One myth among DIYers is that home wiring is perfectly safe if you shut off the main breaker and follow instructions. But that isn’t really true; improper connections can seem to work fine but cause later problems. Most people are not experienced enough to do wiring work safely and effectively. Many homeowners are capable of installing a new ceiling fixture, but electrical upgrades should be handled by a professional. Here are eight signs that you may need new wiring.
1. Circuit Overloads
Until 1960, home wiring currents were controlled by fuse boxes. Modern homes have been built with wiring circuit breakers that are more convenient and safer. Putting in a higher-amp fuse could overload the circuit and cause fires. Circuit breakers also have an upper limit. If you have a circuit breaker that keeps tripping, the circuit is overloaded, or you have loose or improper connections.
2. Dimming Lights
This is particularly a problem in older homes that weren’t wired for all of today’s gadgets and appliances. Sometimes a dimming or flickering light comes from a problem with the light itself, or a particular outlet. But if you have multiple lights that tend to dim and flicker, you could have a much wider electrical problem.

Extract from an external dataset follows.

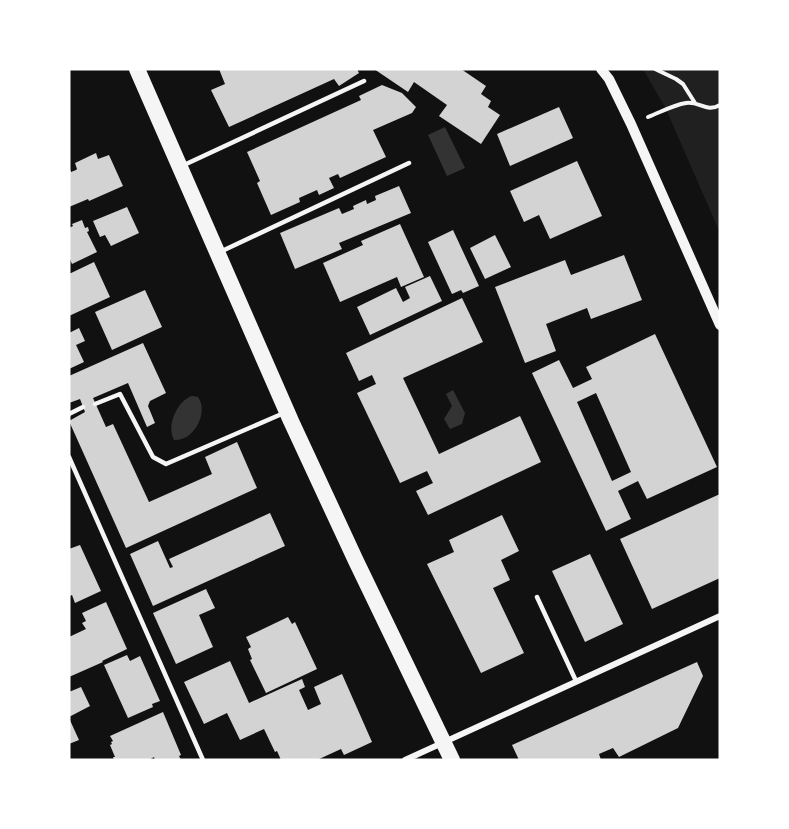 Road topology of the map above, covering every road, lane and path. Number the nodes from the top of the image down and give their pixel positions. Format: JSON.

Buzzing sounds always indicate a wiring problem. If you have a switch, outlet, lamp, or fixture that buzzes, you have a loose connection or bad wire that needs to be fixed. If not, it could pose a risk of fire or electrical shock. If a lamp or appliance buzzes or vibrates, try it in another outlet. If it works fine, the original outlet may be the issue. But if it continues to buzz, either the lamp needs repair or there’s a wiring problem.
4. Hot Outlets
An electrical outlet should always be room temperature. If an outlet feels hot to the touch, or shows scorch marks, it’s overheating. The problem could be either within the outlet itself or in the surrounding wiring. If an outlet goes completely dead, there could be a wire that came loose from a faulty repair job.
5. Modern Outlets
Electrical fixtures can go bad, especially if they are exposed to moisture. This could also cause electrocution. Today’s building codes require that GFCI (ground fault circuit interrupters) outlets be installed wherever there is running water, such as kitchens and bathrooms, to automatically trip and prevent electrocution. GFCIs sold today have test buttons built-in. If you already have modern GFCIs, be sure to test them periodically to ensure they work properly.
6. Bad Splices
Poor or loose splicing between wires is usually a sign of faulty home repairs. However, wires can become frayed or damaged during renovations over the years. Badly connected wires, exposed wires, and nicks or cuts in the wire insulation could lead to shorts and fires. If you encounter this it might be a good idea to have a licensed electrician do an inspection.
7. Aluminum Wires
This was a popular alternative well into the 1970s, as aluminum was much cheaper and lighter than copper wiring. It was used by many contractors to cut costs. While aluminum works fine, it is subject to expanding or contracting during summer or winter temperatures. Eventually this can loosen connections and create a hazard. If you have aluminum wiring, you might want to discuss upgrading it with your electrician.
8. Burning Smell
Already this year, 995 people have died in home fires. If you smell burned plastic in a particular room or area, it may indicate overheating that’s begun to melt wire insulation or even plastic parts in appliances. Overheated wires can “burn” for years, but there’s a constant risk of fire to surrounding materials such as dust and debris, old insulation, or wooden wall frames. If you smell melted plastic from an appliance, unplug it immediately. If it’s coming from the household wiring, turn everything off and call an electrician.
Wiring is never something you should take lightly. Not only can bad wiring render your devices useless or even ruin them, it poses a risk to your home and your family’s safety. If you see any of these problem signs in your home, contact a licensed electrician.